Across the canyon, John dropped from his perch. He landed hard, one hand braced against the ground. He was breathing in ragged gulps, his shoulders heaving. When he looked up, his eyes were pure, pupil-less silver, the magic still burning behind them.
“Clear the mouth,” he rasped, the words scraping raw from his throat. “Kaelen. Now.”
The dwarf was already moving, a stocky shadow flowing from a crack in the wall. His axe was in his hands. He reached the canyon entrance, now littered with smoldering, twitching forms—the second rank, maimed but not wholly unmade. He worked with brutal, efficient silence.
John pushed himself up and staggered toward Syldra. He fell to one knee beside her. His hand found her cheek. His skin was fever-hot. “Look at me.”
She forced her eyes to focus. The silver in his was fading, leaving his normal grey, but they were wide, shocked. “I’m here,” she whispered.
“The child?”
She placed a hand low on her belly. The resonance there was quiet, a soft hum beneath the exhaustion. “Safe. Sleeping, I think.”
He let out a breath, his forehead touching hers. For a moment, they just stayed there, sharing the same air, the same tremor. His leathers smelled of scorched magic and sweat.
Kaelen returned, his axe blade dark. “Gate’s shut. Nothing out there but dust and echoes.” He eyed John. “That was the Oath-Song? The real thing?”

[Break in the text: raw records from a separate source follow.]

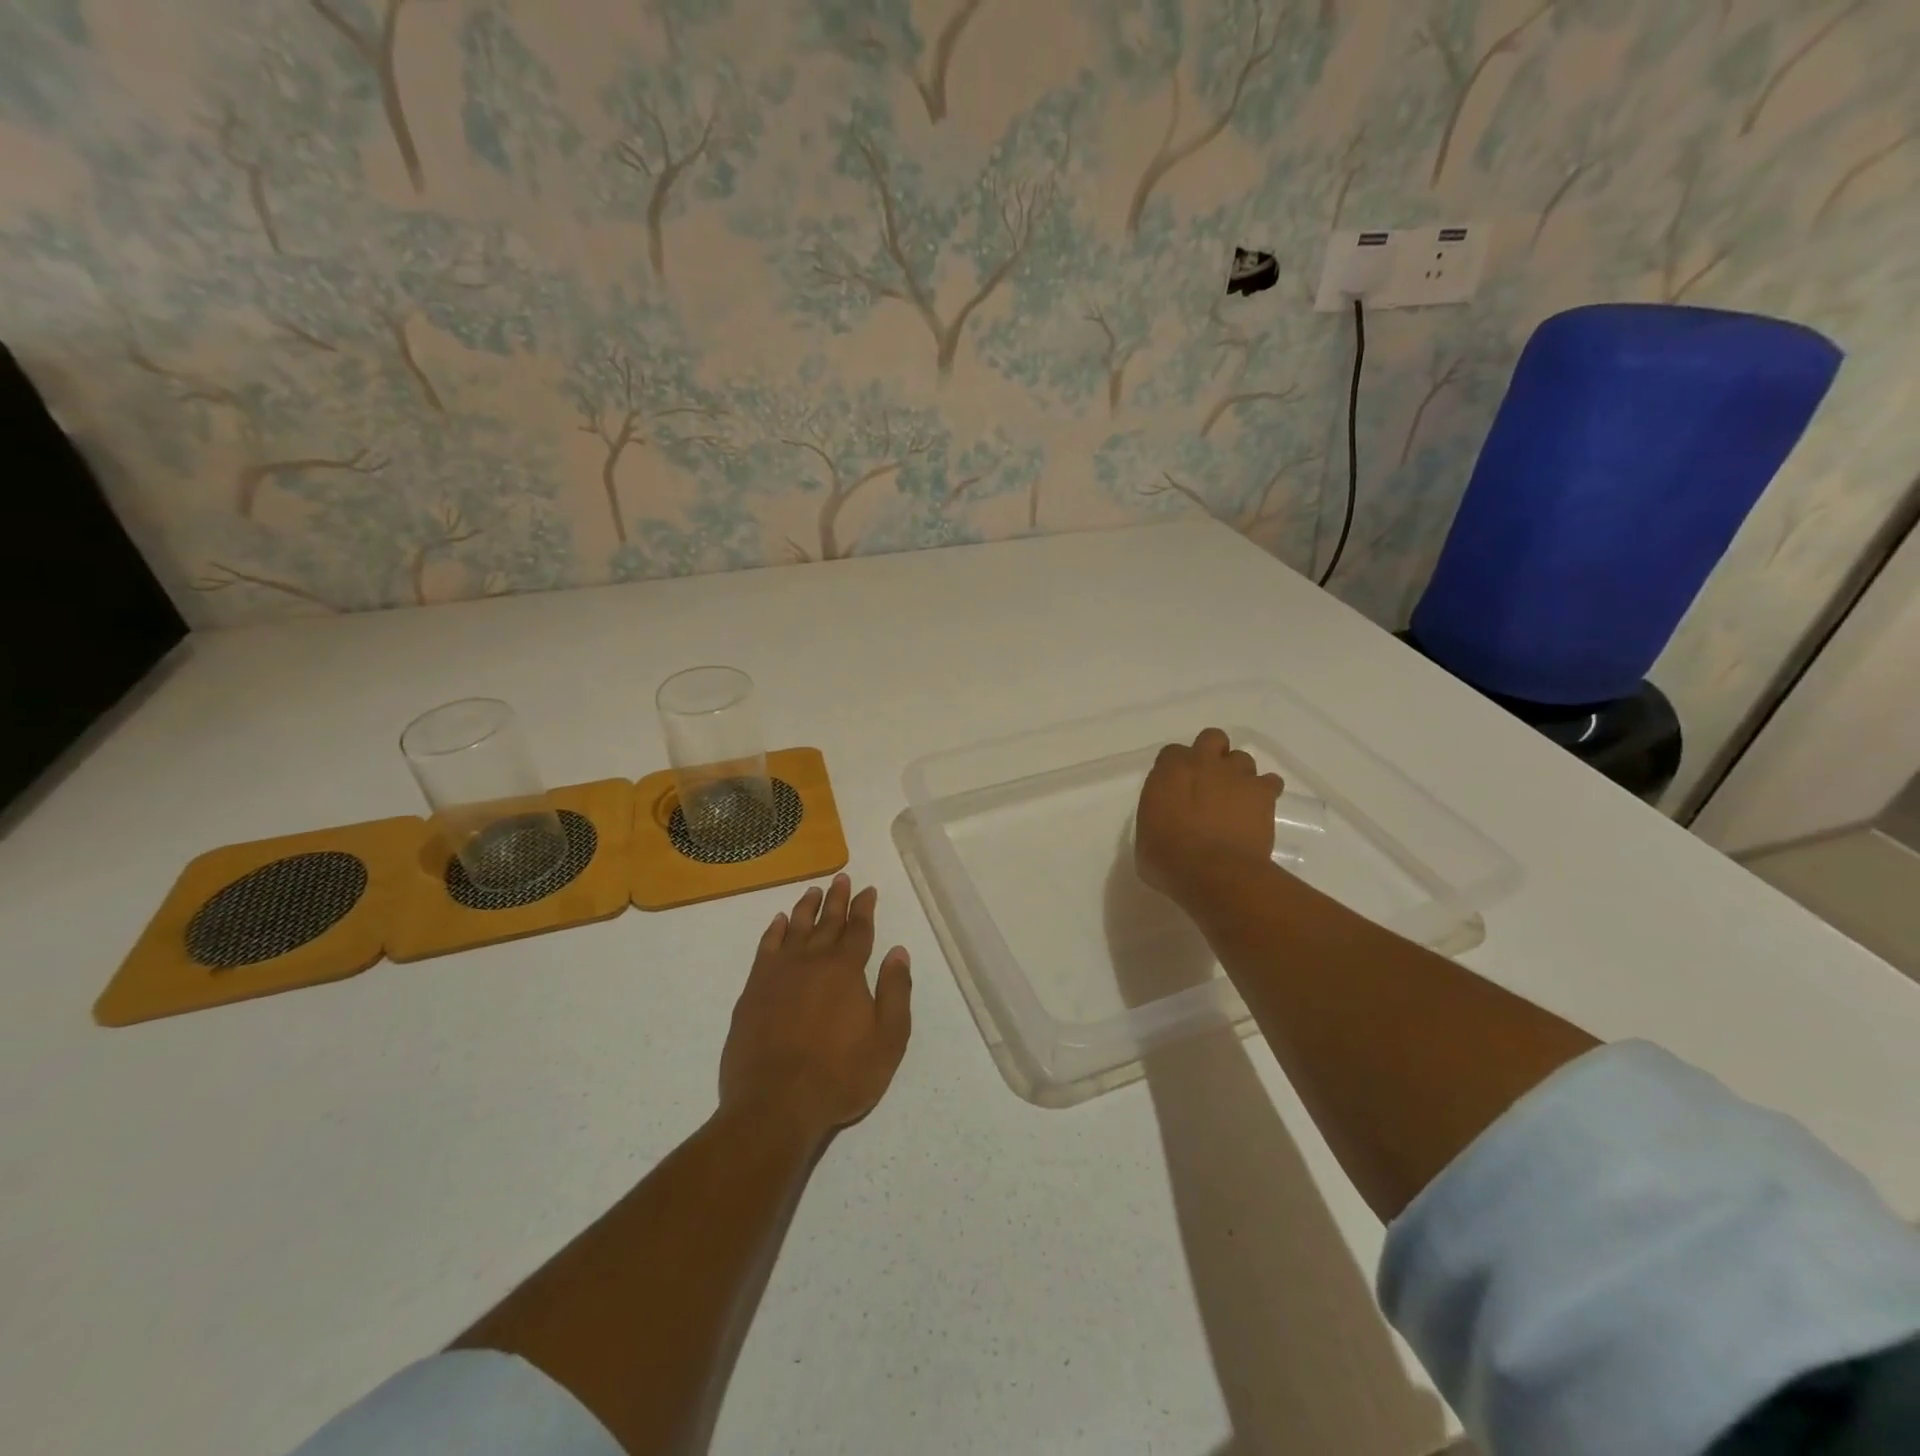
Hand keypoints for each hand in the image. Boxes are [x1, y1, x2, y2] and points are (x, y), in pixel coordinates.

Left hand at [719, 874, 912, 1142]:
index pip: (859, 929)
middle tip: (841, 878)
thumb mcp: (888, 1039)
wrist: (775, 1104)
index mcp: (846, 969)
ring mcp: (778, 973)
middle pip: (827, 921)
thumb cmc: (840, 1075)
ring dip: (806, 908)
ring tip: (813, 891)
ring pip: (795, 928)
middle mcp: (812, 961)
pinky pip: (765, 948)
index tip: (868, 889)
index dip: (865, 908)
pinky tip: (778, 922)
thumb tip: (898, 952)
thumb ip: (895, 992)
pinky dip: (774, 931)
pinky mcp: (753, 990)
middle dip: (837, 899)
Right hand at [1135, 728, 1283, 907]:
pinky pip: (1270, 781)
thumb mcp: (1145, 837)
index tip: (1176, 788)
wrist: (1212, 872)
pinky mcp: (1263, 792)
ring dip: (1238, 774)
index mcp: (1169, 771)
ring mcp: (1236, 774)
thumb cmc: (1167, 859)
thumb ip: (1156, 816)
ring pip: (1242, 758)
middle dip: (1212, 753)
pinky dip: (1266, 792)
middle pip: (1211, 738)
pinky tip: (1259, 809)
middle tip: (1210, 781)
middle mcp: (1202, 763)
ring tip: (1236, 799)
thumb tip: (1164, 822)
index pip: (1172, 753)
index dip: (1176, 769)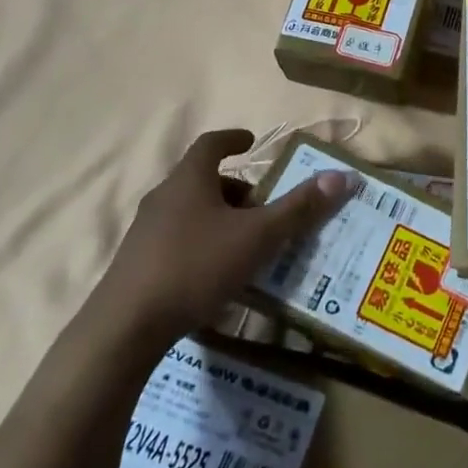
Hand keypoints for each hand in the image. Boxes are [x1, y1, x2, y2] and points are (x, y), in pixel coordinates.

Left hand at [89, 130, 350, 348]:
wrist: (125, 328)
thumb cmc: (196, 266)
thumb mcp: (258, 236)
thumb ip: (299, 208)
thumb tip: (342, 176)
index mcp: (189, 179)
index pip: (211, 143)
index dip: (233, 139)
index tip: (252, 142)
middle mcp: (164, 197)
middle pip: (202, 179)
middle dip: (234, 188)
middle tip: (261, 205)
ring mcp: (145, 231)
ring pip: (189, 211)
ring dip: (218, 218)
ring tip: (245, 242)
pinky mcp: (137, 264)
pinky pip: (176, 240)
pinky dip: (201, 243)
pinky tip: (217, 274)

“A fragment,” John said, pulling back. He winced as he stood, a hand going to his ribs. “Tuned to a killing pitch. It’s not a shield-wall anymore. It’s a spear.”
“Vale felt that,” Syldra said, letting John pull her to her feet. Her legs held. “A league away, they felt it.”

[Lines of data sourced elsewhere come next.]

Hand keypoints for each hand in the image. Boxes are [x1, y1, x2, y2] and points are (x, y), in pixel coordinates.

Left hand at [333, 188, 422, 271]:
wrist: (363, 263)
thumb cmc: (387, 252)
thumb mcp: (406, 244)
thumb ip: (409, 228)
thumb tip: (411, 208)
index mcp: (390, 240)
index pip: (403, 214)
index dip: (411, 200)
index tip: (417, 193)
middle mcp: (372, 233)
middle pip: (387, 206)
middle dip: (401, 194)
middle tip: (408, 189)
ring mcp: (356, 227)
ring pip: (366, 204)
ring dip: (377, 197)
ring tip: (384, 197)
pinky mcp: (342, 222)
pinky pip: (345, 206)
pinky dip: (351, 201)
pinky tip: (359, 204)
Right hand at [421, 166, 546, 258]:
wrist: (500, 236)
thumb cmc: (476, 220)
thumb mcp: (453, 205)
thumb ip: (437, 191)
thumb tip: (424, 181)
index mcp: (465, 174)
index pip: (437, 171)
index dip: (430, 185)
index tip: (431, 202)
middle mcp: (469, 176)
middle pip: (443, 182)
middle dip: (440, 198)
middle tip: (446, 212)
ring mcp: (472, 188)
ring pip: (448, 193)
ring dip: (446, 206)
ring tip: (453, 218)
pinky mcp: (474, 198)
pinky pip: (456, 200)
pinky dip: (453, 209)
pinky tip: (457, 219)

“Good.” John’s voice was cold, human again. “Let him. Let him know the key he wants can also be a weapon that remembers how to cut.” He looked toward the canyon’s eastern exit, a slit of sickly light. “We move. He’ll send more. They won’t come in a tidy pack next time.”

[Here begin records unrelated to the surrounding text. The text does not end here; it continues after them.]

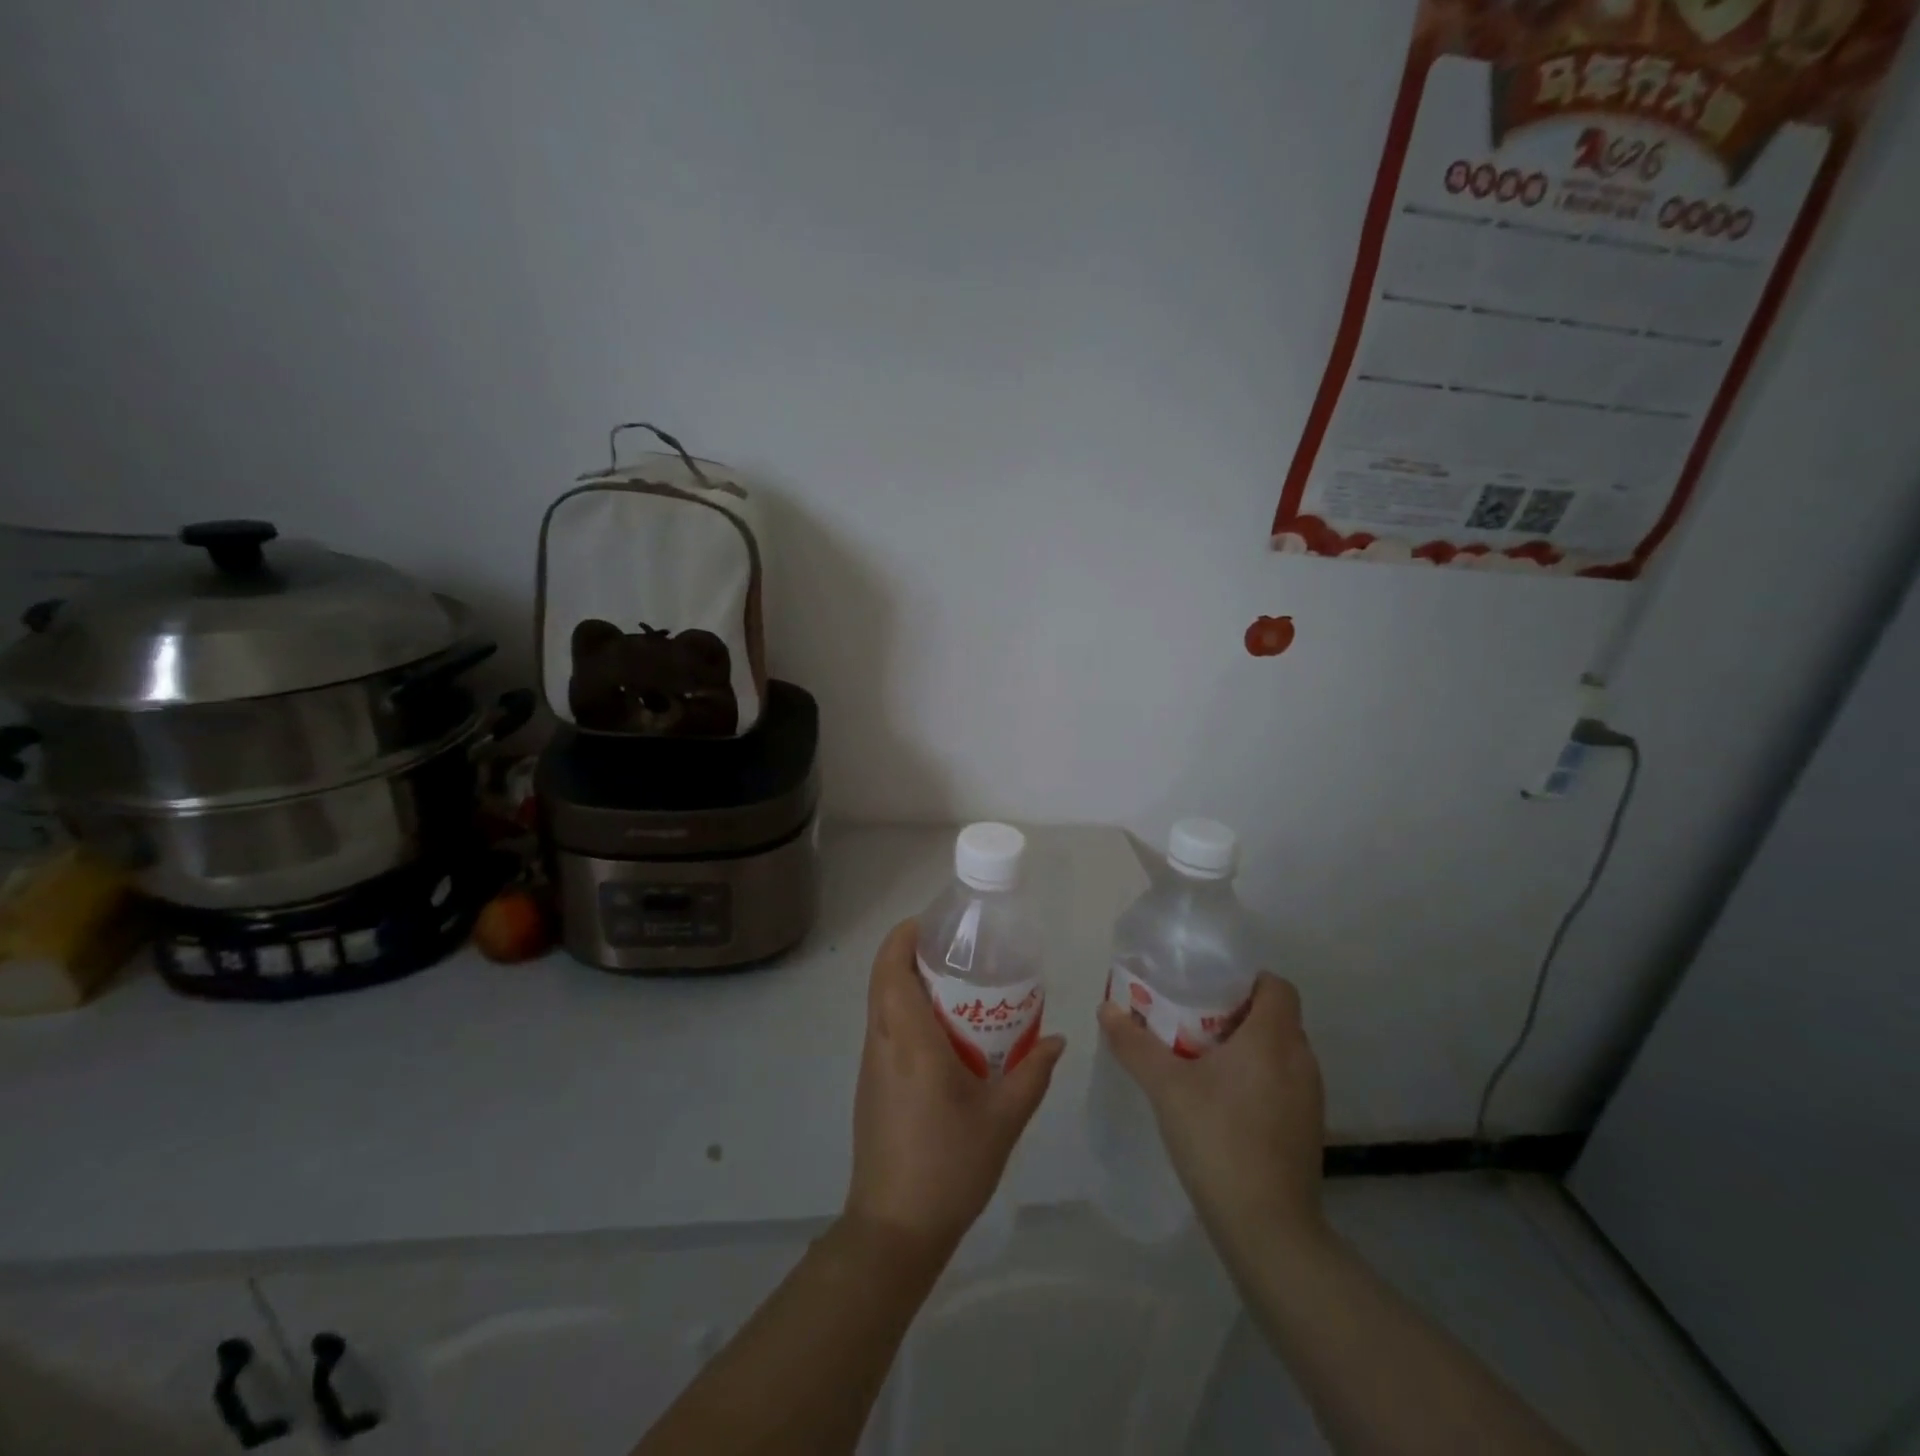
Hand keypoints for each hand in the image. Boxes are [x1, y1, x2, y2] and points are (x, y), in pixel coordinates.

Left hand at [843, 919, 1065, 1259]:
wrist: (894, 1229)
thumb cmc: (949, 1165)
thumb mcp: (1003, 1119)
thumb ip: (1032, 1074)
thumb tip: (1057, 1040)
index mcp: (909, 1040)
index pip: (891, 967)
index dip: (905, 936)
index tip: (936, 924)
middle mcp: (882, 1042)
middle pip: (883, 979)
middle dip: (912, 954)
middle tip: (958, 953)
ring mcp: (871, 1065)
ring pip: (881, 1005)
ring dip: (908, 985)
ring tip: (957, 988)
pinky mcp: (870, 1087)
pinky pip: (884, 1031)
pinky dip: (906, 1015)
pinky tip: (944, 1038)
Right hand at [1097, 973, 1326, 1251]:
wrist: (1267, 1228)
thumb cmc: (1218, 1139)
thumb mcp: (1166, 1086)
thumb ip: (1134, 1044)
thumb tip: (1106, 1008)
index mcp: (1273, 1038)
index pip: (1276, 985)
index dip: (1246, 980)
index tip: (1207, 989)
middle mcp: (1300, 1060)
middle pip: (1276, 1016)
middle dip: (1237, 1013)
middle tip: (1192, 1020)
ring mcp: (1309, 1098)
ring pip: (1280, 1052)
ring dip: (1247, 1048)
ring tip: (1202, 1059)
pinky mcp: (1307, 1129)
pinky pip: (1283, 1082)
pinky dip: (1257, 1078)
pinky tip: (1222, 1101)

They gathered their scant gear. As they passed the canyon mouth, Syldra saw the aftermath. The stone itself was glazed, smooth as glass where the resonance had hit it full force. The few bodies were contorted, frozen in a final, silent shriek.
“They were just scouts,” Kaelen muttered, stepping over a charred form. “The real army’s still at the tower. The Gutter-King won’t take this as a setback. He’ll take it as a challenge.”
“Let him,” John repeated, quieter now. He adjusted the strap of his sword across his back. The movement was stiff. Syldra saw the tremor in his fingers before he clenched them into a fist.
They emerged into a broken land of jagged, rust-colored mesas. The Scar. The sky was the color of a bruise. John led them into the shadow of a towering rock spire, his eyes constantly scanning the high ground.
“We’re the bait,” Syldra said, not a question.
“We’re the trap,” John corrected, his gaze meeting hers. In it, she saw the grim geometry of his plan, the adaptation of the song. It was no longer a melody of protection. It was the calculus of an ambush, waiting to be sprung. “And the blade that springs it.”